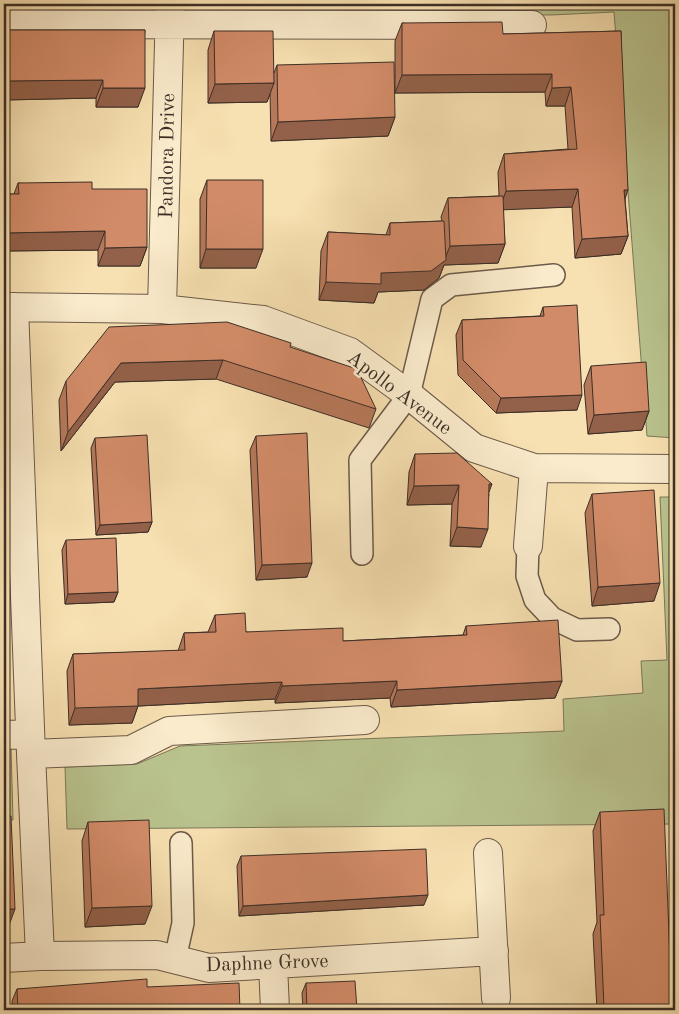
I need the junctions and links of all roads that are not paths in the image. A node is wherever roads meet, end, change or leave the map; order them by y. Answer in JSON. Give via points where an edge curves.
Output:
{"nodes":[{"id":1,"x":169,"y":13,"type":"edge"},
{"id":2,"x":4,"y":24,"type":"edge"},
{"id":3,"x":532,"y":25,"type":"dead end"},
{"id":4,"x":554,"y":275,"type":"dead end"},
{"id":5,"x":9,"y":307,"type":"edge"},
{"id":6,"x":162,"y":309,"type":"junction"},
{"id":7,"x":409,"y":394,"type":"junction"},
{"id":8,"x":534,"y":468,"type":"junction"},
{"id":9,"x":675,"y":469,"type":"edge"},
{"id":10,"x":528,"y":546,"type":"joint"},
{"id":11,"x":14,"y":548,"type":"edge"},
{"id":12,"x":362,"y":554,"type":"dead end"},
{"id":13,"x":609,"y":629,"type":"dead end"},
{"id":14,"x":365,"y":720,"type":"dead end"},
{"id":15,"x":22,"y":741,"type":"edge"},
{"id":16,"x":181,"y":843,"type":"dead end"},
{"id":17,"x":488,"y":853,"type":"dead end"},
{"id":18,"x":494,"y":951,"type":"junction"},
{"id":19,"x":40,"y":956,"type":"junction"},
{"id":20,"x":4,"y":958,"type":"edge"},
{"id":21,"x":175,"y":959,"type":"junction"},
{"id":22,"x":274,"y":964,"type":"junction"},
{"id":23,"x":496,"y":998,"type":"dead end"},
{"id":24,"x":275,"y":1010,"type":"edge"}],
"edges":[{"from":1,"to":2,"type":"street"},
{"from":1,"to":3,"type":"street"},
{"from":1,"to":6,"type":"street","name":"Pandora Drive"},
{"from":4,"to":7,"type":"lane","via":[[451,285],[432,299]]},
{"from":5,"to":6,"type":"street","name":"Apollo Avenue"},
{"from":5,"to":11,"type":"street"},
{"from":6,"to":7,"type":"street","name":"Apollo Avenue","via":[[263,320],[350,352]]},
{"from":7,"to":8,"type":"street","name":"Apollo Avenue","via":[[474,448]]},
{"from":7,"to":12,"type":"lane","via":[[360,460]]},
{"from":8,"to":9,"type":"street","name":"Apollo Avenue"},
{"from":8,"to":10,"type":"street"},
{"from":10,"to":13,"type":"lane","via":[[527,576],[535,600],[552,618],[577,630]]},
{"from":11,"to":15,"type":"street"},
{"from":14,"to":15,"type":"street","via":[[169,731],[131,750]]},
{"from":15,"to":19,"type":"street"},
{"from":16,"to":21,"type":"lane","via":[[183,923]]},
{"from":17,"to":18,"type":"street"},
{"from":18,"to":22,"type":"street","name":"Daphne Grove"},
{"from":18,"to":23,"type":"street"},
{"from":19,"to":20,"type":"street","name":"Daphne Grove"},
{"from":19,"to":21,"type":"street","name":"Daphne Grove","via":[[157,955]]},
{"from":21,"to":22,"type":"street","name":"Daphne Grove","via":[[209,968]]},
{"from":22,"to":24,"type":"street"}]}
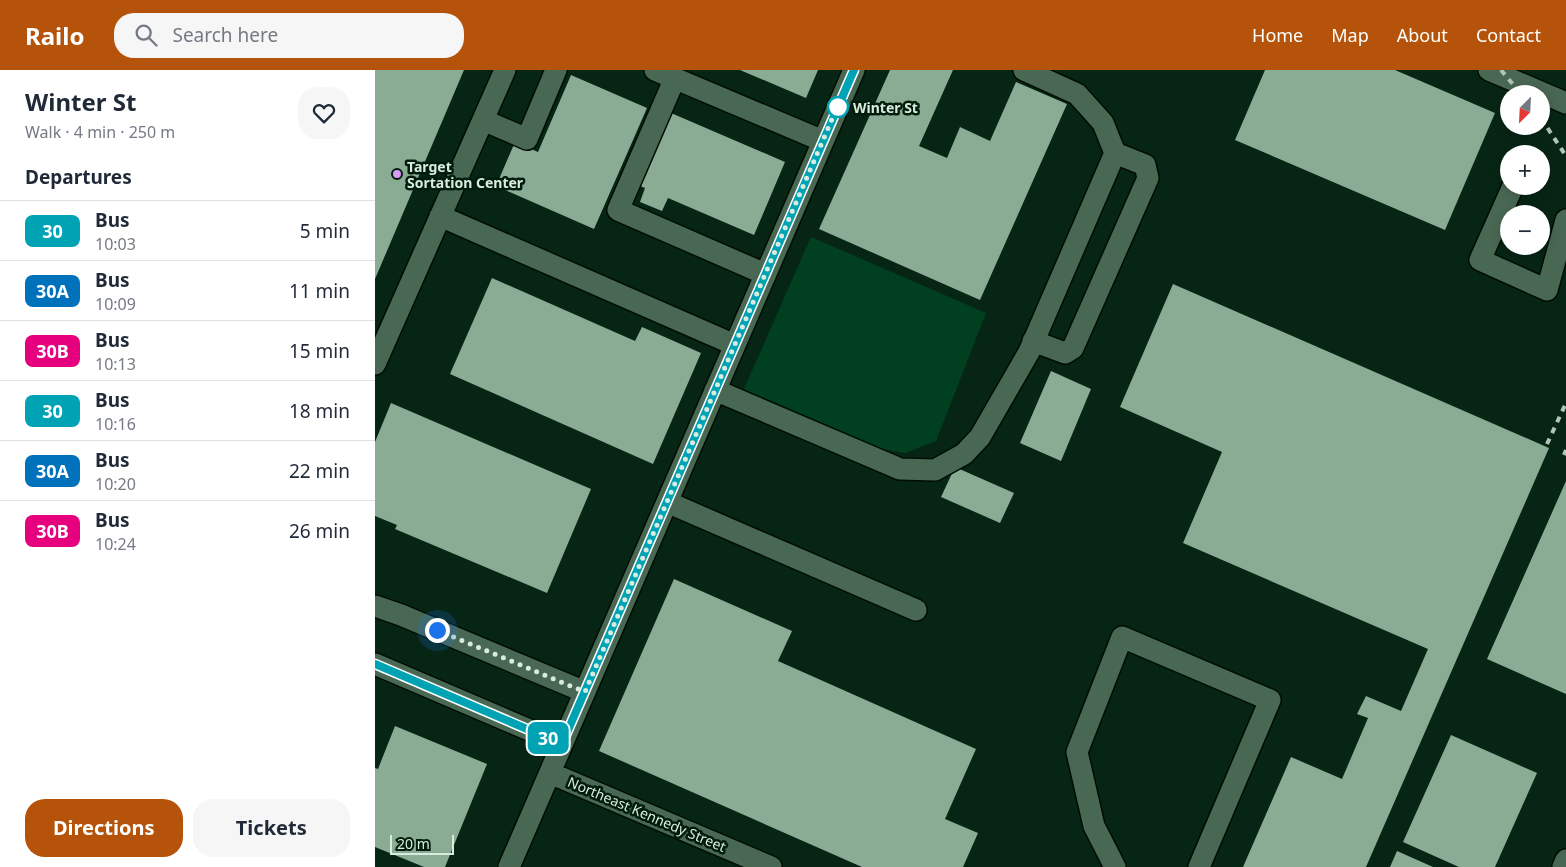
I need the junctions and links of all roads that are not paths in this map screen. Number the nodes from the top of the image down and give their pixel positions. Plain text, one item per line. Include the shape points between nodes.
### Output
1 (505, 70) edge
2 (556, 70) edge
3 (655, 70) edge
4 (854, 70) edge
5 (1024, 70) edge
6 (1489, 70) edge
7 (675, 78) junction
8 (1566, 103) edge
9 (483, 120) junction
10 (823, 141) junction
11 (1115, 153) junction
12 (1509, 195) edge
13 (440, 216) junction
14 (1566, 220) edge
15 (765, 274) junction
16 (1033, 341) junction
17 (735, 345) junction
18 (375, 364) edge
19 (715, 390) junction
20 (667, 502) junction
21 (375, 606) edge
22 (916, 610) dead end
23 (375, 664) edge
24 (585, 692) junction
25 (562, 744) junction
26 (550, 773) junction
27 (1566, 860) edge
28 (509, 867) edge
29 (771, 867) edge
30 (1115, 867) edge
31 (1199, 867) edge
32 (1563, 867) edge

1 - 9 street
2 - 9 street via 527,139
3 - 7 street
4 - 10 street
5 - 11 street via 1077,94 1103,124
6 - 8 street
7 - 10 street
7 - 15 street via 618,210
9 - 13 street
10 - 15 street
11 - 16 street
11 - 16 street via 1145,165 1148,178 1073,348 1065,353
12 - 14 street via 1479,260 1547,290
13 - 17 street
13 - 18 street
15 - 17 street
16 - 19 street via 980,437 964,454 935,470 900,469
17 - 19 street
19 - 20 street
20 - 22 street
20 - 24 street
21 - 24 street
23 - 25 street
24 - 25 street
25 - 26 street
26 - 28 street
26 - 29 street, Northeast Kennedy Street
27 - 32 street
30 - 31 street via 1094,826 1077,752 1122,637 1270,700

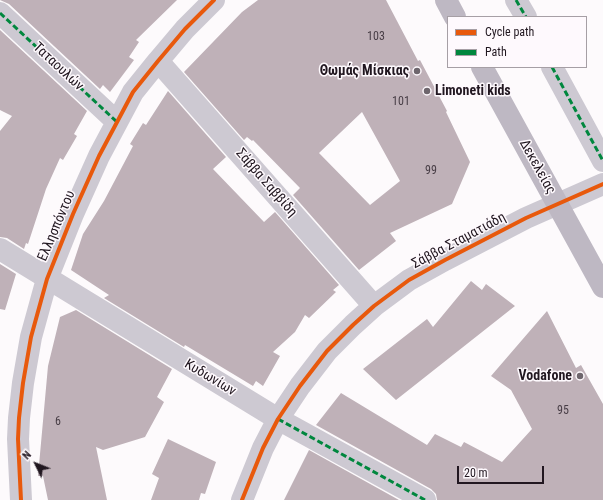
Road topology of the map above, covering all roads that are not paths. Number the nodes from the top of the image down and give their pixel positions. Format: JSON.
{"nodes":[{"id":1,"x":213,"y":0,"type":"edge"},
{"id":2,"x":446,"y":0,"type":"edge"},
{"id":3,"x":516,"y":0,"type":"edge"},
{"id":4,"x":0,"y":13,"type":"edge"},
{"id":5,"x":454,"y":16,"type":"edge"},
{"id":6,"x":525,"y":16,"type":"edge"},
{"id":7,"x":158,"y":61,"type":"junction"},
{"id":8,"x":483,"y":68,"type":"edge"},
{"id":9,"x":553,"y":68,"type":"edge"},
{"id":10,"x":117,"y":122,"type":"junction"},
{"id":11,"x":603,"y":161,"type":"edge"},
{"id":12,"x":603,"y":184,"type":"edge"},
{"id":13,"x":558,"y":205,"type":"junction"},
{"id":14,"x":0,"y":249,"type":"edge"},
{"id":15,"x":47,"y":279,"type":"junction"},
{"id":16,"x":603,"y":287,"type":"edge"},
{"id":17,"x":374,"y":306,"type":"junction"},
{"id":18,"x":278,"y":420,"type":"junction"},
{"id":19,"x":21,"y":500,"type":"edge"},
{"id":20,"x":242,"y":500,"type":"edge"},
{"id":21,"x":425,"y":500,"type":"edge"}],
"edges":[{"from":1,"to":7,"type":"street","name":"Ελλησπόντου"},
{"from":2,"to":5,"type":"main road"},
{"from":3,"to":6,"type":"street"},
{"from":4,"to":10,"type":"street","name":"Ταταουλών"},
{"from":7,"to":10,"type":"street","name":"Ελλησπόντου"},
{"from":7,"to":17,"type":"street","name":"Σάββα Σαββίδη"},
{"from":8,"to":13,"type":"main road","name":"Δεκελείας"},
{"from":9,"to":11,"type":"street"},
{"from":10,"to":15,"type":"street","name":"Ελλησπόντου"},
{"from":12,"to":13,"type":"street","name":"Σάββα Σταματιάδη"},
{"from":13,"to":16,"type":"main road","name":"Δεκελείας"},
{"from":13,"to":17,"type":"street","name":"Σάββα Σταματιάδη"},
{"from":14,"to":15,"type":"street","name":"Κυδωνίων"},
{"from":15,"to":18,"type":"street","name":"Κυδωνίων"},
{"from":15,"to":19,"type":"street","name":"Ελλησπόντου"},
{"from":17,"to":18,"type":"street","name":"Σάββα Σταματιάδη"},
{"from":18,"to":20,"type":"street","name":"Σάββα Σταματιάδη"},
{"from":18,"to":21,"type":"street","name":"Κυδωνίων"}]}
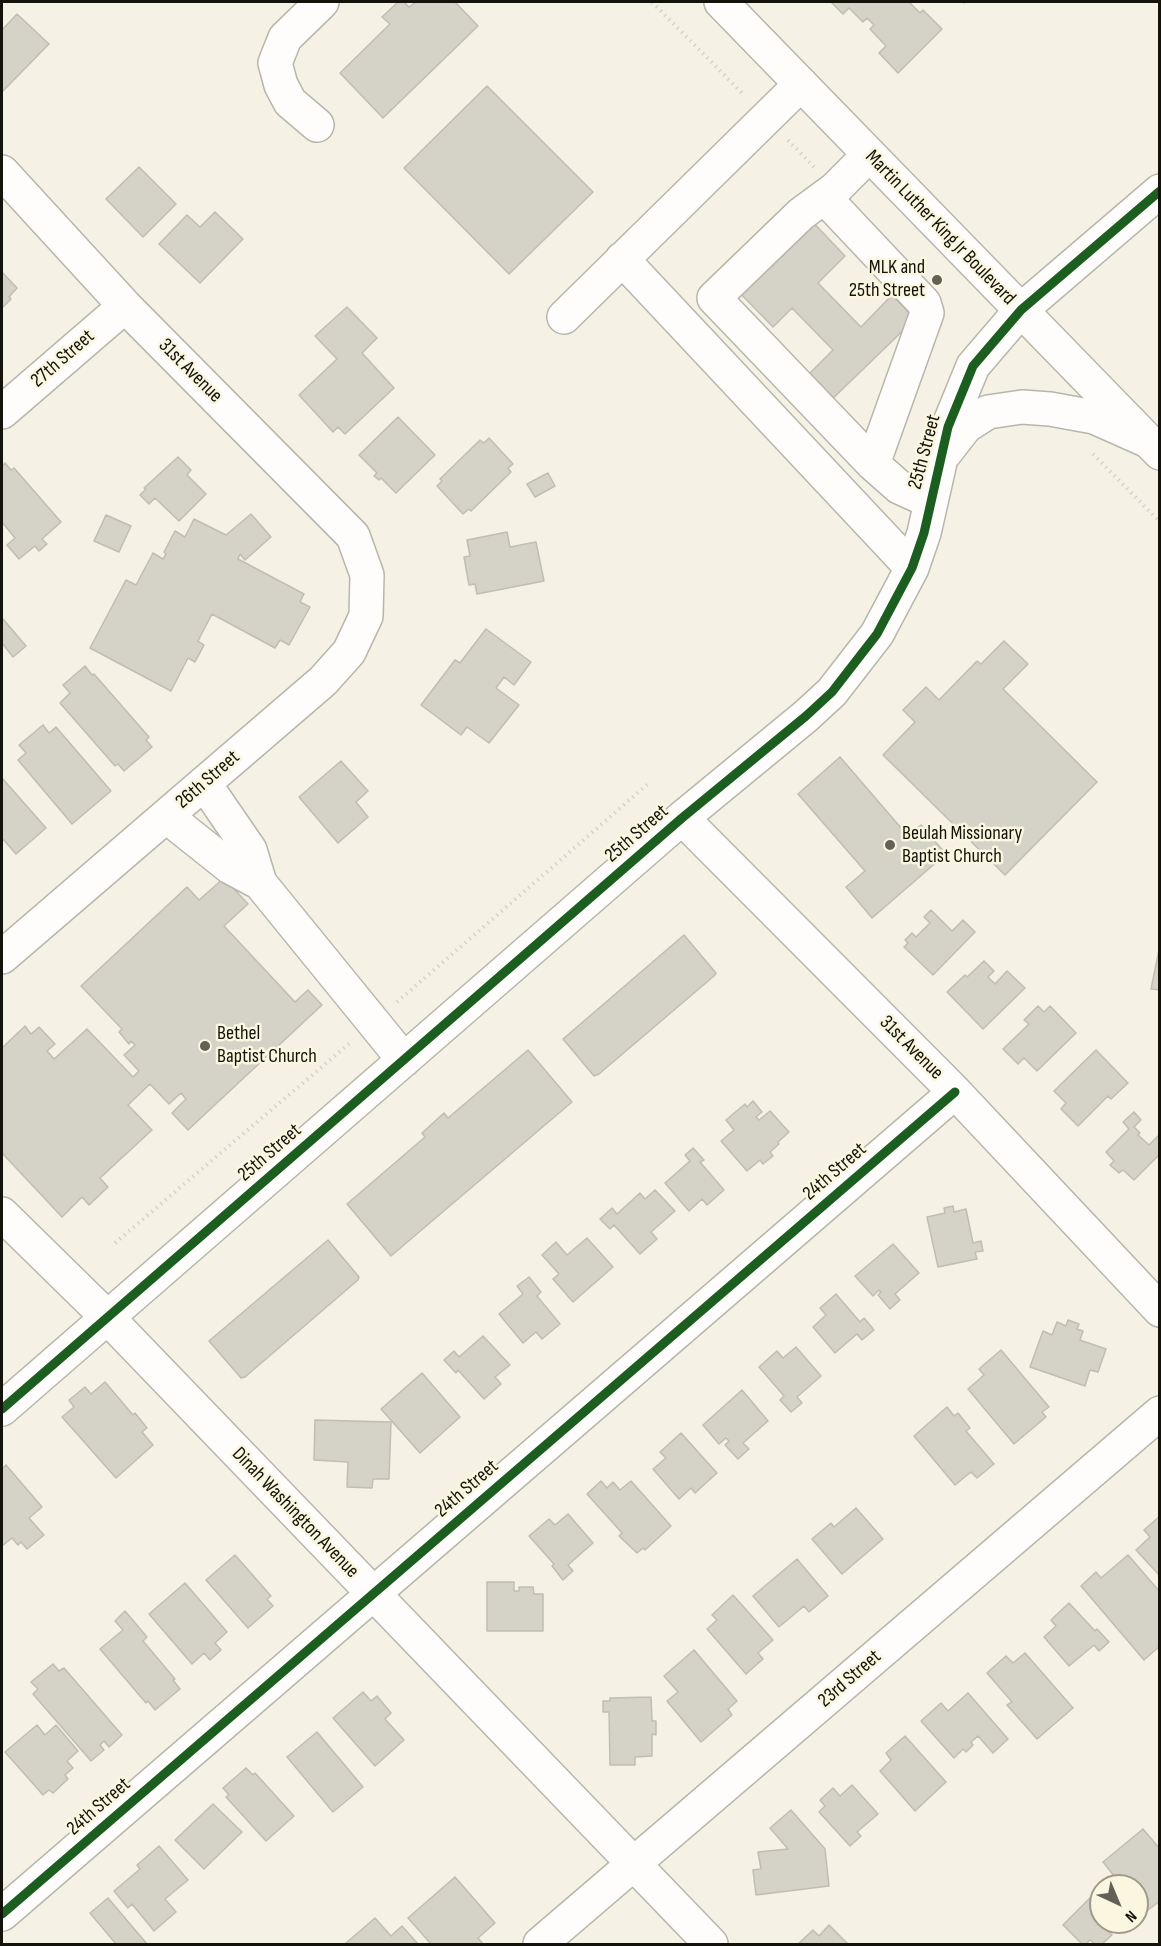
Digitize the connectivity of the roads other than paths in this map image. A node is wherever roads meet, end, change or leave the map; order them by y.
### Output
1 (322, 2) edge
2 (721, 2) edge
3 (801, 84) junction
4 (317, 124) dead end
5 (869, 155) junction
6 (2, 172) edge
7 (1160, 191) edge
8 (824, 197) junction
9 (622, 259) junction
10 (125, 306) junction
11 (1021, 310) junction
12 (564, 317) dead end
13 (2, 412) edge
14 (1154, 447) edge
15 (939, 461) junction
16 (873, 464) junction
17 (930, 501) junction
18 (912, 568) junction
19 (367, 575) joint
20 (204, 783) junction
21 (166, 816) junction
22 (682, 818) junction
23 (260, 883) junction
24 (2, 957) edge
25 (404, 1060) junction
26 (955, 1092) junction
27 (2, 1214) edge
28 (1160, 1310) edge
29 (108, 1318) junction
30 (2, 1409) edge
31 (1160, 1413) edge
32 (373, 1594) junction
33 (632, 1865) junction
34 (2, 1914) edge
35 (540, 1944) edge
36 (711, 1944) edge

1 - 4 street
2 - 3 street, Martin Luther King Jr Boulevard
3 - 5 street, Martin Luther King Jr Boulevard
3 - 9 street
5 - 8 street
5 - 11 street, Martin Luther King Jr Boulevard
6 - 10 street, 31st Avenue
7 - 11 street, 25th Street
8 - 16 street
8 - 16 street
9 - 12 street
9 - 18 street
10 - 13 street, 27th Street
10 - 19 street, 31st Avenue
11 - 14 street, Martin Luther King Jr Boulevard
11 - 15 street, 25th Street
14 - 15 street
15 - 17 street, 25th Street
16 - 17 street
17 - 18 street, 25th Street
18 - 22 street, 25th Street
19 - 20 street, 26th Street
20 - 21 street, 26th Street
20 - 23 street
21 - 23 street
21 - 24 street, 26th Street
22 - 25 street, 25th Street
22 - 26 street, 31st Avenue
23 - 25 street
25 - 29 street, 25th Street
26 - 28 street, 31st Avenue
26 - 32 street, 24th Street
27 - 29 street, Dinah Washington Avenue
29 - 30 street, 25th Street
29 - 32 street, Dinah Washington Avenue
31 - 33 street, 23rd Street
32 - 33 street, Dinah Washington Avenue
32 - 34 street, 24th Street
33 - 35 street, 23rd Street
33 - 36 street, Dinah Washington Avenue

AIM OF THE TASK
Throughout the material above, find lines holding the word "Σάββα", then copy them.

SOLUTION
{"from":7,"to":17,"type":"street","name":"Σάββα Σαββίδη"},
{"from":12,"to":13,"type":"street","name":"Σάββα Σταματιάδη"},
{"from":13,"to":17,"type":"street","name":"Σάββα Σταματιάδη"},
{"from":17,"to":18,"type":"street","name":"Σάββα Σταματιάδη"},
{"from":18,"to":20,"type":"street","name":"Σάββα Σταματιάδη"},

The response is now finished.